JACQUES, _fâché.—_Non, monsieur, je ne veux pas de toi non plus; je veux te montrer que Ma Grandeur est bien assez puissante pour se passer de toi.
SOPHIE.—Mais comment feras-tu, mon pauvre Jacques, pour atteindre au haut d'une maison assez grande pour nous tenir tous?
JACQUES.—Vous verrez, vous verrez; laissez-moi faire, j'ai mon idée.
Et il dit quelques mots à l'oreille de Marguerite qui se mit à rire et lui répondit bas aussi:
«Très bien, très bien, ne leur dis rien jusqu'à ce que ce soit fini.»
Les enfants continuèrent leur promenade; on mena les cousins au potager où ils passèrent en revue tous les fruits mais sans y toucher, puis à la ferme où ils visitèrent la vacherie, la bergerie, le poulailler, la laiterie; ils étaient tous heureux; ils riaient, ils couraient; grimpant sur des arbres, sautant des fossés, cueillant des fleurs pour en faire des bouquets qu'ils offraient à leurs cousines et à leurs amies.
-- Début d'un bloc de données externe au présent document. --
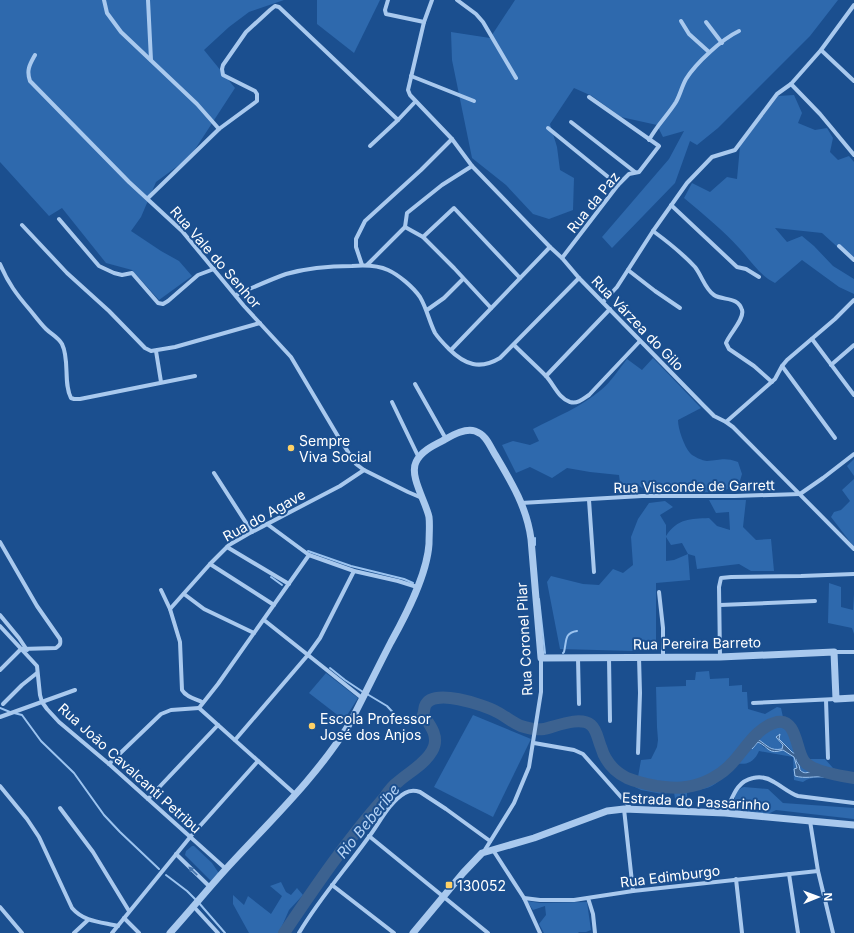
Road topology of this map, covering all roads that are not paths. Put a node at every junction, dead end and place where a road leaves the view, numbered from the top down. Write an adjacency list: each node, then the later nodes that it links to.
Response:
1 (104, 0): 16 (street)
2 (148, 0): 16 (street)
3 (388, 0): 9 (street)
4 (432, 0): 9 (street)
5 (457, 0): 18 (street)
6 (854, 5): 7 (street)
7 (852, 13): 13 (street)
8 (681, 21): 14 (street)
9 (424, 22): 17 (street)
10 (706, 22): 12 (street)
11 (738, 31): 12 (street)
12 (722, 43): 14 (street)
13 (821, 50): 19 (street); 20 (street)
14 (709, 52): 29 (street)
15 (35, 55): 35 (street, Rua Vale do Senhor)
16 (151, 60): 27 (street)
17 (411, 76): 22 (street); 23 (street)
18 (516, 78)
19 (854, 82)
20 (791, 84): 31 (street); 36 (street)
21 (589, 97): 29 (street)
22 (474, 101)
23 (415, 102): 24 (street); 28 (street, Rua Várzea do Gilo)
24 (398, 120): 27 (street); 30 (street)
25 (571, 122): 33 (street)
26 (548, 128): 34 (street)
27 (220, 129): 35 (street)
28 (452, 140): 32 (street, Rua Várzea do Gilo); 47 (street)
29 (649, 140): 33 (street, Rua da Paz)
30 (370, 146)
31 (854, 155)
32 (472, 166): 39 (street); 43 (street, Rua Várzea do Gilo)
33 (635, 172): 34 (street, Rua da Paz)
34 (618, 185): 44 (street, Rua da Paz)
35 (148, 198): 49 (street, Rua Vale do Senhor)
36 (671, 205): 40 (street); 51 (street)
37 (59, 219): 49 (street)
38 (22, 225): 68 (street)
39 (405, 227): 41 (street); 48 (street)
40 (653, 231): 50 (street); 74 (street)
41 (423, 237): 52 (street); 54 (street)
42 (840, 246): 45 (street)
43 (550, 247): 44 (street, Rua Várzea do Gilo); 52 (street)
44 (562, 258): 53 (street, Rua Várzea do Gilo)
45 (854, 260)
46 (0, 264): 73 (street)
47 (362, 265): 48 (street); 55 (street)
48 (368, 265): 61 (street)
49 (214, 269): 55 (street, Rua Vale do Senhor)
50 (628, 270): 57 (street); 59 (street)
51 (759, 277)
52 (520, 278): 58 (street)
53 (579, 278): 57 (street, Rua Várzea do Gilo); 65 (street)
54 (463, 279): 58 (street); 61 (street)
55 (236, 295): 62 (street, Rua Vale do Senhor)
56 (854, 300): 63 (street)
57 (603, 302): 60 (street, Rua Várzea do Gilo)
58 (491, 308): 67 (street)
59 (680, 308)
60 (610, 309): 64 (street, Rua Várzea do Gilo); 72 (street)
61 (427, 310): 67 (street)
62 (260, 323): 68 (street); 83 (street, Rua Vale do Senhor)
63 (812, 339): 69 (street); 70 (street)
64 (640, 341): 72 (street); 78 (street, Rua Várzea do Gilo)
65 (514, 345): 67 (street); 72 (street)
66 (854, 345): 69 (street)
67 (451, 350)
68 (154, 351): 73 (street)
69 (831, 365): 76 (street)
70 (782, 366): 74 (street); 79 (street)
71 (195, 376): 73 (street)
72 (546, 376)
73 (161, 382)
74 (772, 382): 78 (street)
75 (415, 384): 80 (street)
76 (854, 395)
77 (392, 402): 82 (street)
78 (726, 422): 85 (street, Rua Várzea do Gilo)
79 (835, 438)
80 (446, 439): 82 (street); 88 (street, Rua Coronel Pilar)
81 (854, 454): 85 (street)
82 (417, 460): 86 (street)
83 (364, 470): 86 (street, Rua Vale do Senhor); 89 (street, Rua do Agave)
84 (214, 473): 90 (street)
85 (800, 494): 87 (street, Rua Visconde de Garrett); 93 (street, Rua Várzea do Gilo)
86 (422, 498): 100 (street)
87 (589, 500): 88 (street, Rua Visconde de Garrett); 97 (street)
88 (521, 503): 122 (street, Rua Coronel Pilar)
89 (267, 524): 90 (street, Rua do Agave); 94 (street)
90 (252, 532): 92 (street, Rua do Agave)
91 (0, 542): 114 (street)
92 (227, 547): 95 (street, Rua do Agave); 99 (street)
93 (854, 549)
94 (309, 555): 96 (street); 99 (street)
95 (210, 564): 103 (street, Rua do Agave); 105 (street)
96 (354, 571): 100 (street); 117 (street)
97 (594, 572)
98 (854, 574): 106 (street)
99 (289, 584): 105 (street)
100 (417, 587): 127 (street)
101 (161, 590): 107 (street)
102 (659, 592): 120 (street)
103 (184, 594): 107 (street, Rua do Agave); 112 (street)
104 (815, 601): 106 (street)
105 (274, 605): 109 (street)
106 (720, 605): 121 (street)
107 (170, 609): 132 (street)
108 (0, 615): 114 (street)
109 (264, 620): 112 (street); 117 (street)
110 (0, 626): 111 (street, Rua João Cavalcanti Petribu)
111 (4, 630): 113 (street); 114 (street, Rua João Cavalcanti Petribu)
112 (254, 633): 132 (street)
113 (0, 634)
114 (23, 648): 124 (street); 125 (street, Rua João Cavalcanti Petribu)
115 (834, 652): 116 (street, Rua Pereira Barreto); 121 (street, Rua Pereira Barreto); 129 (street)
116 (854, 652)
117 (307, 656): 127 (street); 140 (street)
118 (609, 657): 119 (street, Rua Pereira Barreto); 123 (street, Rua Pereira Barreto); 138 (street)
119 (639, 657): 120 (street, Rua Pereira Barreto); 142 (street)
120 (663, 657): 121 (street, Rua Pereira Barreto)
121 (720, 657)
122 (541, 658): 123 (street, Rua Pereira Barreto); 141 (street, Rua Coronel Pilar)
123 (578, 658): 135 (street)
124 (0, 670)
125 (38, 673): 131 (street, Rua João Cavalcanti Petribu); 134 (street)
126 (75, 690): 131 (street)
127 (363, 698): 147 (street)
128 (854, 698): 129 (street)
129 (836, 699): 130 (street)
130 (826, 700): 133 (street); 143 (street)
131 (42, 702): 137 (street); 145 (street, Rua João Cavalcanti Petribu)
132 (202, 702): 136 (street)
133 (753, 703)
134 (3, 704)
135 (579, 704)
136 (199, 708): 139 (street); 145 (street)
137 (0, 717)
138 (610, 721)
139 (218, 726): 140 (street); 148 (street)
140 (235, 740): 144 (street)
141 (534, 743): 152 (street); 159 (street, Rua Coronel Pilar)
142 (638, 753)
143 (828, 758)
144 (258, 761): 147 (street); 157 (street)
145 (109, 764): 148 (street, Rua João Cavalcanti Petribu)
146 (0, 786): 177 (street)
147 (295, 794): 163 (street)
148 (148, 799): 157 (street, Rua João Cavalcanti Petribu)
149 (732, 799): 150 (street); 153 (street); 154 (street)
150 (854, 803)
151 (60, 808): 175 (street)
152 (628, 809): 153 (street, Estrada do Passarinho); 160 (street, Estrada do Passarinho); 169 (street)
153 (725, 813): 154 (street, Estrada do Passarinho)
154 (740, 815): 155 (street, Estrada do Passarinho)
155 (810, 821): 156 (street, Estrada do Passarinho); 164 (street)
156 (854, 825)
157 (191, 836): 162 (street); 163 (street, Rua João Cavalcanti Petribu)
158 (369, 836): 159 (street); 167 (street); 170 (street)
159 (490, 841): 161 (street, Rua Coronel Pilar)
160 (493, 849): 161 (street, Estrada do Passarinho); 171 (street)
161 (482, 853): 170 (street, Estrada do Passarinho)
162 (176, 854): 168 (street, one-way to 162); 175 (street)
163 (226, 869): 168 (street)
164 (818, 871): 165 (street, Rua Edimburgo); 193 (street)
165 (789, 874): 166 (street, Rua Edimburgo); 192 (street)
166 (736, 879): 169 (street, Rua Edimburgo); 191 (street)
167 (332, 885): 185 (street); 186 (street)
168 (211, 887): 173 (street)
169 (634, 891): 172 (street, Rua Edimburgo)
170 (443, 896): 187 (street, Estrada do Passarinho); 188 (street)
171 (524, 898): 172 (street, Rua Edimburgo); 189 (street)
172 (588, 898): 190 (street)
173 (196, 904): 183 (street); 184 (street)
174 (1, 909): 179 (street)
175 (129, 911): 176 (street)
176 (124, 918): 178 (street); 182 (street)
177 (88, 920): 178 (street); 180 (street)
178 (118, 926): 181 (street)
179 (22, 933)
180 (74, 933)
181 (112, 933)
182 (139, 933)
183 (170, 933)
184 (218, 933)
185 (299, 933)
186 (394, 933)
187 (413, 933)
188 (488, 933)
189 (540, 933)
190 (595, 933)
191 (742, 933)
192 (798, 933)
193 (834, 933)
Jacques donnait les siens à Marguerite. Ceux de Jean étaient pour Madeleine et Sophie; Léon réservait les siens à Camille. Ils ne rentrèrent que pour dîner. La promenade leur avait donné bon appétit; ils mangèrent à effrayer leurs parents. Le dîner fut très gai. Aucun d'eux n'avait peur de ses parents; pères, mères, enfants riaient et causaient gaiement.
Enfin arriva l'heure du coucher des plus jeunes, Sophie, Marguerite et Jacques, puis des plus grands, et enfin l'heure du repos pour les parents. Le lendemain on devait commencer les cabanes, attraper des papillons, pêcher à la pièce d'eau, lire, travailler, se promener; il y avait de l'occupation pour vingt-quatre heures au moins.
II. Les cabanes.
Les enfants étaient en vacances, et tous avaient congé; les papas et les mamans avaient déclaré que, pendant six semaines, chacun ferait ce qu'il voudrait du matin au soir, sauf deux heures réservées au travail.